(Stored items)

- - - -

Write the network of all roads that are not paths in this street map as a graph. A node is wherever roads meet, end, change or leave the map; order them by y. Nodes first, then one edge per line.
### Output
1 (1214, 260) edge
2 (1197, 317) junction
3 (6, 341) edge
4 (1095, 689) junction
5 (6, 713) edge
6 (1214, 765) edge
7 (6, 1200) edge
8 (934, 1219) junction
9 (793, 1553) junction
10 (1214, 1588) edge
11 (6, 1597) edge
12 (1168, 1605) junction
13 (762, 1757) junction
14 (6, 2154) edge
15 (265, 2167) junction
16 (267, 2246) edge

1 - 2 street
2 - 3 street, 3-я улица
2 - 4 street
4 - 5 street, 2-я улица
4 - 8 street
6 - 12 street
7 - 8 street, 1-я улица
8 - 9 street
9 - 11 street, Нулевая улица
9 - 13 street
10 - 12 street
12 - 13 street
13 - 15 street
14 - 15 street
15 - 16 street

- - - -

(Task requirements): Give every record again, exactly as it appears.

(Written response):
Write the network of all roads that are not paths in this street map as a graph. A node is wherever roads meet, end, change or leave the map; order them by y. Nodes first, then one edge per line.
### Output
1 (1214, 260) edge
2 (1197, 317) junction
3 (6, 341) edge
4 (1095, 689) junction
5 (6, 713) edge
6 (1214, 765) edge
7 (6, 1200) edge
8 (934, 1219) junction
9 (793, 1553) junction
10 (1214, 1588) edge
11 (6, 1597) edge
12 (1168, 1605) junction
13 (762, 1757) junction
14 (6, 2154) edge
15 (265, 2167) junction
16 (267, 2246) edge

1 - 2 street
2 - 3 street, 3-я улица
2 - 4 street
4 - 5 street, 2-я улица
4 - 8 street
6 - 12 street
7 - 8 street, 1-я улица
8 - 9 street
9 - 11 street, Нулевая улица
9 - 13 street
10 - 12 street
12 - 13 street
13 - 15 street
14 - 15 street
15 - 16 street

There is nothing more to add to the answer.